Lee Waldman stays motivated through life's twists and turns © Annette Hayden

Cyclocross Magazine columnist and Masters racer Lee Waldman takes a moment to reflect on motivation in the face of uncooperative Colorado spring weather as well as what’s truly important in his life. In case you missed it, go back and check out Lee’s previous column, Age is a State of Mind.

by Lee Waldman

“There are places I remember all my life, though some have changed …” John, Paul, George and Ringo nailed it. People and places define our lives. They give meaning and purpose to everything we do. Without our memories, we would plod through our days, mindlessly placing one foot in front of the other. I’m not sure that’s effective in life, or in sport. The end result of simply putting in our time is mediocrity, and for me that’s unacceptable. I may not be the most gifted athlete in the world, but whatever limited abilities I have I’ll develop to their maximum potential.

This time of year, when the weather in Colorado is so uncooperative, I keep myself motivated and entertained through memories.

Thinking back to the races in which I performed well encourages me to climb back on the trainer one more time, dammit! Likewise, picturing myself helplessly watching the front of a race pull away makes it easier, relatively speaking, to apply that little bit more pressure to the pedals to keep my heart rate in the proper zone. If it weren’t for those mind movies, I’d probably spend my training time soft pedaling. I’d convince myself that with ‘cross season still four months away that there is plenty of time to get serious.

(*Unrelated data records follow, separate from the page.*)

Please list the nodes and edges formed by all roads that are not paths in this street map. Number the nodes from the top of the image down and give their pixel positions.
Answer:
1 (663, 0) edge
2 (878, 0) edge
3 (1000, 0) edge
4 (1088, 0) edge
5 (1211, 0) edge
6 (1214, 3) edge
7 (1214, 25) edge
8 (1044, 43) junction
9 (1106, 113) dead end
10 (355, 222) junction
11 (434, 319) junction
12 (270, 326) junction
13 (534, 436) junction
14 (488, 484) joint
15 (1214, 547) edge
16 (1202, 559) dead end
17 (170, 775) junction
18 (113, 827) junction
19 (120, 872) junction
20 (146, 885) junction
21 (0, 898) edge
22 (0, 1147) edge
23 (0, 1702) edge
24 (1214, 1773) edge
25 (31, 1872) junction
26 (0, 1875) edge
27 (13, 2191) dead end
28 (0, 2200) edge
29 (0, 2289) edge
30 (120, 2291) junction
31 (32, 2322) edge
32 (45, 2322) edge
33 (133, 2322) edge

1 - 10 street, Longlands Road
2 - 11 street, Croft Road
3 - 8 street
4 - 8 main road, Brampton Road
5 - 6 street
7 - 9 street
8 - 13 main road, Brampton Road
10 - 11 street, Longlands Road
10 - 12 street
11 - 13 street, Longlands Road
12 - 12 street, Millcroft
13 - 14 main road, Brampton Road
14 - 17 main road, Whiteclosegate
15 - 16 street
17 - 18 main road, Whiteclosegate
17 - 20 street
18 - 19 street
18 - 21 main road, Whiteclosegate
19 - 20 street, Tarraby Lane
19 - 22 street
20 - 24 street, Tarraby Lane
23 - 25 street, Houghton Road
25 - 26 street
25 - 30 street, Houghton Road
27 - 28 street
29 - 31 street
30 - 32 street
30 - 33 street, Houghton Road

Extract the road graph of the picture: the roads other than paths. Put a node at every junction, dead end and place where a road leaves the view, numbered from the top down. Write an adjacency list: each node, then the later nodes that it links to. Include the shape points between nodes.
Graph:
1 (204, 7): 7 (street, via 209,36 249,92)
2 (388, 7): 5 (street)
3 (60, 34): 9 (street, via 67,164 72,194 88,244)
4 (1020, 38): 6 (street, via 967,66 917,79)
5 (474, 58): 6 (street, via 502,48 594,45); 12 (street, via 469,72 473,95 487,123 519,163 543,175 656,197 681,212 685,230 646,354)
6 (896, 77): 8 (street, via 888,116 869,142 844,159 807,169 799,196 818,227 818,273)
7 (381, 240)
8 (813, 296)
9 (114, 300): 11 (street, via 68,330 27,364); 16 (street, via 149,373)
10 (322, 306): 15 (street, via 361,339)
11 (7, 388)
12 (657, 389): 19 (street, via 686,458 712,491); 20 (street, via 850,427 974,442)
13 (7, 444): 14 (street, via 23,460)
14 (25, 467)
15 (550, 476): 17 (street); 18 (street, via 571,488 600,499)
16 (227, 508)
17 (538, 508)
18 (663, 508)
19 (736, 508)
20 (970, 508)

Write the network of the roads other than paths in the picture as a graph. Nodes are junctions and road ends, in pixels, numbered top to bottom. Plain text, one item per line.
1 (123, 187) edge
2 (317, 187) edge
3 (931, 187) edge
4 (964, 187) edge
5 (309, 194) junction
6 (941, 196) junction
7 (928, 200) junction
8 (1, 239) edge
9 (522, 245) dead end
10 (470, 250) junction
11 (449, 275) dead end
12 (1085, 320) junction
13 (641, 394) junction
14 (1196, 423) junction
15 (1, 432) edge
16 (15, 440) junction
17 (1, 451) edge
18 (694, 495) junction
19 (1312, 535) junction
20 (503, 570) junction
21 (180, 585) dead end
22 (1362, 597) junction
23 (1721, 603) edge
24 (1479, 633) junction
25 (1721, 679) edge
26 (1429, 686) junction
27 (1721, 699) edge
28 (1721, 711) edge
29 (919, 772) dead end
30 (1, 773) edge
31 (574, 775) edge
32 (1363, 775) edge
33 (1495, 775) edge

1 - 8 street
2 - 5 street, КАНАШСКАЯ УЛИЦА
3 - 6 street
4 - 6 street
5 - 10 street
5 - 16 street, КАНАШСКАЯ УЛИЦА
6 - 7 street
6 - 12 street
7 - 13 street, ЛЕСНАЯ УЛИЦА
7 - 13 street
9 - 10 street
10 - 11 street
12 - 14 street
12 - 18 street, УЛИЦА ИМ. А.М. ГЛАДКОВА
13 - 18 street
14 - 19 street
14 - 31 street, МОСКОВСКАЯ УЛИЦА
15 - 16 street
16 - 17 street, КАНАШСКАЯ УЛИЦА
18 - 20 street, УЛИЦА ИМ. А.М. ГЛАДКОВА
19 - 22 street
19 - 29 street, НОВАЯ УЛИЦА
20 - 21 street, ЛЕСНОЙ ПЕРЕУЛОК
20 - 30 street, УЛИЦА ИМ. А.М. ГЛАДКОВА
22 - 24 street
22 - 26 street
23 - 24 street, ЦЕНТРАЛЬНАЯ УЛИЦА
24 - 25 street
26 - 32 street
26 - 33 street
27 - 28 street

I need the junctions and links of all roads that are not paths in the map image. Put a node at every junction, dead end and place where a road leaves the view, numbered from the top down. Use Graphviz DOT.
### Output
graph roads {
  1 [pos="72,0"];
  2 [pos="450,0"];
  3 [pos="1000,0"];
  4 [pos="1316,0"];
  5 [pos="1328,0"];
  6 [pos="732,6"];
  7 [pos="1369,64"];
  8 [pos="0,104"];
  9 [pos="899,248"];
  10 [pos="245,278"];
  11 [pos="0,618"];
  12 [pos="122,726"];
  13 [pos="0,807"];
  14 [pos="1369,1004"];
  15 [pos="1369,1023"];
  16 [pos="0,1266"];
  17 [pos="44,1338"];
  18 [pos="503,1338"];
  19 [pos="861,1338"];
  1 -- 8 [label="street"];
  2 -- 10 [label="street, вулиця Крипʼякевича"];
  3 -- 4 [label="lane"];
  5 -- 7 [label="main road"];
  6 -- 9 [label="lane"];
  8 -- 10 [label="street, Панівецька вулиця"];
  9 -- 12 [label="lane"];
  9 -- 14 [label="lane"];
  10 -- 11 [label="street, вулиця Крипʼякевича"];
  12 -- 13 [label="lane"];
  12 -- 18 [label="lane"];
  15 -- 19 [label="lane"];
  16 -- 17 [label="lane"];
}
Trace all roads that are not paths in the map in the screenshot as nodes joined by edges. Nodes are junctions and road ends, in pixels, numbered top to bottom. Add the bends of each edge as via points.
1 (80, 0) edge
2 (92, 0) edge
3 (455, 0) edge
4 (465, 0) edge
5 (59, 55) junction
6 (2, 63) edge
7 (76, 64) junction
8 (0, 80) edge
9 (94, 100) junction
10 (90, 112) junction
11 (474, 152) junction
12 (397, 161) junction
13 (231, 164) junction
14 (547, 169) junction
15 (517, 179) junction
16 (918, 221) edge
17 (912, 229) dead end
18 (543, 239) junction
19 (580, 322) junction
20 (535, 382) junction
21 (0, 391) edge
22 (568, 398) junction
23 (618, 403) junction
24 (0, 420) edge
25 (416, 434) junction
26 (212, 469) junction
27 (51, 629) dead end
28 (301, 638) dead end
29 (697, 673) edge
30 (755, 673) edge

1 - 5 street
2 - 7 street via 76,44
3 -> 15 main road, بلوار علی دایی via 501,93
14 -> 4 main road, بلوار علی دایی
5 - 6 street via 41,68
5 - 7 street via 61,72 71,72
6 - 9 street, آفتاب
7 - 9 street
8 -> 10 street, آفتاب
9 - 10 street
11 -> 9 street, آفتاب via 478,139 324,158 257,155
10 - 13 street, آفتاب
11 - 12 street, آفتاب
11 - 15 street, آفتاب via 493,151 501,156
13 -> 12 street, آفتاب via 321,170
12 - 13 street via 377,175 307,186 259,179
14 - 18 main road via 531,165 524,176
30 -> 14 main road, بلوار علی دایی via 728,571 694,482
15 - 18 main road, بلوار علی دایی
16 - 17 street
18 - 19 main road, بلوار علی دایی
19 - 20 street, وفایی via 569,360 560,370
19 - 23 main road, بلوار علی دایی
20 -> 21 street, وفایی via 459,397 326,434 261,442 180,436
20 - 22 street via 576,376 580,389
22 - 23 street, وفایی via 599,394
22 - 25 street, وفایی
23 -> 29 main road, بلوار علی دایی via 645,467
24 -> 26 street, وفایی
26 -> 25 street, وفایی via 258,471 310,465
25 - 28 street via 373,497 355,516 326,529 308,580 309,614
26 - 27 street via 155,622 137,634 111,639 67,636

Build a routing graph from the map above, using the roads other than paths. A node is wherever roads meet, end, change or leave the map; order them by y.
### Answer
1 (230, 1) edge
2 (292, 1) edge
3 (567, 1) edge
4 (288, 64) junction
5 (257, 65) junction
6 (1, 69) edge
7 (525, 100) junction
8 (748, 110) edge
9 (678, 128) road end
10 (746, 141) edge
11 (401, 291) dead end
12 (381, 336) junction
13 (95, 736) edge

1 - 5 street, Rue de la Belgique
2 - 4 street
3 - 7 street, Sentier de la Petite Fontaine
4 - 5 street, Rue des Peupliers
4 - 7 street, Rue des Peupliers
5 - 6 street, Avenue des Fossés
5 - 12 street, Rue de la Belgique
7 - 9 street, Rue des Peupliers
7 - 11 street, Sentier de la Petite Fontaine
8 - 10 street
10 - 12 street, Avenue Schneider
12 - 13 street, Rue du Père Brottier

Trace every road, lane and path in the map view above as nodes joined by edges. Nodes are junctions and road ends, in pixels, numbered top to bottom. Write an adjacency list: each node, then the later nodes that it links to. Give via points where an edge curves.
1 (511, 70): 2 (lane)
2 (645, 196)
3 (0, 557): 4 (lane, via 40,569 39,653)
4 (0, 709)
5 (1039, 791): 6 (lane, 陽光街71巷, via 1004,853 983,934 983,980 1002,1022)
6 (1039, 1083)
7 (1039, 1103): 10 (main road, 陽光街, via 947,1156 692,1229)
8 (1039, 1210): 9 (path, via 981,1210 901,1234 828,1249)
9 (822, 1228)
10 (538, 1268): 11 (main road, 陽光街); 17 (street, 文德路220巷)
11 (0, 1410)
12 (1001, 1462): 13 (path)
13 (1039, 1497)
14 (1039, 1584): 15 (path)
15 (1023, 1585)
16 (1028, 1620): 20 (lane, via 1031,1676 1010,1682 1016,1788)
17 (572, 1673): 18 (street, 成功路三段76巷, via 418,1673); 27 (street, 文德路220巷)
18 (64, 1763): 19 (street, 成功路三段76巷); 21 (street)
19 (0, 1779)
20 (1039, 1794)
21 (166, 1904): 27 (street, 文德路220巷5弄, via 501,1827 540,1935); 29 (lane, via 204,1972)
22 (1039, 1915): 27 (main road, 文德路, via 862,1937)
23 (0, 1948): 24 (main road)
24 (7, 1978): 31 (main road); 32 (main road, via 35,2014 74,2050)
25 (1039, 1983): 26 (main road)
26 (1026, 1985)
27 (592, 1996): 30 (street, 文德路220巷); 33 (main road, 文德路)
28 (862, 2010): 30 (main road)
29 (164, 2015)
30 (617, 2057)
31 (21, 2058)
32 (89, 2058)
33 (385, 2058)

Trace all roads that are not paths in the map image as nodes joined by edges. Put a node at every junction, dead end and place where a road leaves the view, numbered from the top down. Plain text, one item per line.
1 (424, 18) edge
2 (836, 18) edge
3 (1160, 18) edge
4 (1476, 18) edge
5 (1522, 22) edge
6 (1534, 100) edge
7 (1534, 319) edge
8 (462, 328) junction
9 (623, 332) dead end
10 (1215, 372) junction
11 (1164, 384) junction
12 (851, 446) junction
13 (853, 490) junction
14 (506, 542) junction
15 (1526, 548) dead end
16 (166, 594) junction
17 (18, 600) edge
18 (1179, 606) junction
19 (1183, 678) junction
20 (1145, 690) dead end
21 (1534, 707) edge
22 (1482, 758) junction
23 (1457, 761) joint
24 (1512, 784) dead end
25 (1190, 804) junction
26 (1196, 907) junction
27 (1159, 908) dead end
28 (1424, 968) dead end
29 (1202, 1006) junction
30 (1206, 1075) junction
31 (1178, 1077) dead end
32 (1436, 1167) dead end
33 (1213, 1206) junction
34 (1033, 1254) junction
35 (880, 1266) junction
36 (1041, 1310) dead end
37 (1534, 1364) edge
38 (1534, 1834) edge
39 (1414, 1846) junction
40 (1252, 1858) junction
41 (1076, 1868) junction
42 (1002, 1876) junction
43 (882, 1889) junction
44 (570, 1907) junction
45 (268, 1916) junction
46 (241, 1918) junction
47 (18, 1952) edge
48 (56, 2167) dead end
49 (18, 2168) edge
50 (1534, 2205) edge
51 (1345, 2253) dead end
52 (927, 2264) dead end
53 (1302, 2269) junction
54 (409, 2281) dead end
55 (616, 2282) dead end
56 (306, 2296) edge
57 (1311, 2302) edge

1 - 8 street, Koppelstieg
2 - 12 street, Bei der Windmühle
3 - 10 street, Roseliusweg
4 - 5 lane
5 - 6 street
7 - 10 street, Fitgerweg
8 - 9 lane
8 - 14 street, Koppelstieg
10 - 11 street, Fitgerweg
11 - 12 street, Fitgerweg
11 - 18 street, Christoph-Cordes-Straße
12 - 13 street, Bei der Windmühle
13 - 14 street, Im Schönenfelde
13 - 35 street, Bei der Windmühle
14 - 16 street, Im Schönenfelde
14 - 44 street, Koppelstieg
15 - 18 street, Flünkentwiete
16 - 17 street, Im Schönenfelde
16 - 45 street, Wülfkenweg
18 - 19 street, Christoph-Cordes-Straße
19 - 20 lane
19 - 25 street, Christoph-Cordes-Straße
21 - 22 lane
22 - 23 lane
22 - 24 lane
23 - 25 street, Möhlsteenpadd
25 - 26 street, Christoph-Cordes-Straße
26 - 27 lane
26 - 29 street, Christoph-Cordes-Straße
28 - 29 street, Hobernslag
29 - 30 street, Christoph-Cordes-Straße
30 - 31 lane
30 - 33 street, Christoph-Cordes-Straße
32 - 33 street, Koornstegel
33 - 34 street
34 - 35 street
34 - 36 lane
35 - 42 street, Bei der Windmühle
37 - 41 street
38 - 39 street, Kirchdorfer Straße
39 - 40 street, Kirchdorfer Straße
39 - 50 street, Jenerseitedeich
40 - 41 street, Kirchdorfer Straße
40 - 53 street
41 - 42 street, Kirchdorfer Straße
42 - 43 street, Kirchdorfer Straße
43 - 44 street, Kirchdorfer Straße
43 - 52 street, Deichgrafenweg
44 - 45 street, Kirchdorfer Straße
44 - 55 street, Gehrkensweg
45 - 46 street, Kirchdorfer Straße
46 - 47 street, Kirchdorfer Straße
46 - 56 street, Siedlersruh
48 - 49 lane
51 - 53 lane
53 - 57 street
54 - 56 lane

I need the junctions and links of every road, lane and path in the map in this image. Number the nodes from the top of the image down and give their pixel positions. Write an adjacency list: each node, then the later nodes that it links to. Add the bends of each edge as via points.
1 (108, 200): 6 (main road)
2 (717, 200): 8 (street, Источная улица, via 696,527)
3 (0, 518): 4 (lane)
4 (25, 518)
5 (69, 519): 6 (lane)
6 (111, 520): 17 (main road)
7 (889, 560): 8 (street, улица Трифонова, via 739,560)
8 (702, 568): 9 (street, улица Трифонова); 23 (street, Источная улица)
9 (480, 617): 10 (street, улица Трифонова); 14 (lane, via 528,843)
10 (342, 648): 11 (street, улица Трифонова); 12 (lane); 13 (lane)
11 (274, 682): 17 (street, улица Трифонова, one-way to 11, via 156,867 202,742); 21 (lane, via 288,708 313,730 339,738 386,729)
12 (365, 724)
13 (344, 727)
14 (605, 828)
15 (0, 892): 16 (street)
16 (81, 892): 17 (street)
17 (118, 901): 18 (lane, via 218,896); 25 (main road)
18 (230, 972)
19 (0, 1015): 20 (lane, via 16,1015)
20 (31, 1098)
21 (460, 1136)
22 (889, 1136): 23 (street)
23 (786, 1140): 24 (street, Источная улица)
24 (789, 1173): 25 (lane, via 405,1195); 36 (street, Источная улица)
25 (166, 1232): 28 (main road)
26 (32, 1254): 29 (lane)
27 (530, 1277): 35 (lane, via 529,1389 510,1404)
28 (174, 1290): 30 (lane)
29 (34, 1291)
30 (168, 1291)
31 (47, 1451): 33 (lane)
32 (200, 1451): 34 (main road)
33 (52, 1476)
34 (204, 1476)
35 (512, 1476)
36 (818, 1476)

I’ve been trying for the last couple of days to write that “I remember” column. You would think that after almost 30 years as a racer I’d have a ton of memories stored. But thirty years of experience doesn’t necessarily transfer into clear memories. I’ve never been one of those people who can easily call up events from the past in all of their gory details. Instead I see bits and pieces, a collage if you will, of my bike racing past.

My first real road racing bike was an orange Flying Dutchman, purchased from Big Wheel Bikes in Denver. The owners of the shop were Dutch, the van Gent brothers. One had been a six-day racer “back in the day.” The shop was festooned with pictures of him in all of his glory. His brother and business partner was the mechanic. Both were crusty, gruff and very round – most likely the result of too many beers and frites. They were a bit standoffish until they got to know you. But if you were persistent and thick-skinned enough, they eventually accepted you. Then it was a joy to walk into the shop just to listen to them talk in their thick Dutch accents. It just sounded the way that bike racing should sound. And the smell … grease, solvent, tubular glue and new tubular tires. I would invent reasons to go to the shop just to listen to them and to soak in the atmosphere.

I bought my first real cyclocross bike in that shop, a Cornelo. Ever heard of it? Neither had I, and I’ve never seen another. It was blue and white, heavy as a tank, and it rode like one as well, but I loved it because it was so … Euro.

The shop closed years ago. I don’t remember what I did with the bike, probably sold it. All I’m left with is the memory of how it felt every time I pushed open the shop’s door. I was in a bike racing place; a place where I belonged.

On the days when I’m truly unmotivated, I remember my friend Karen Hornbostel, who died a couple of years ago after battling through four bouts of breast cancer. I first met Karen when I started racing. She was well-known in Colorado and on her way to being a force in women’s racing nationally. By the time she got sick she had won countless races, including more than one National Championship. Karen was a talented athlete but also so much more. She was a truly wonderful person: kind, loyal, passionate about the things she held dear – women’s racing, juniors, road racing. She never did race cyclocross, although she was most definitely tough enough.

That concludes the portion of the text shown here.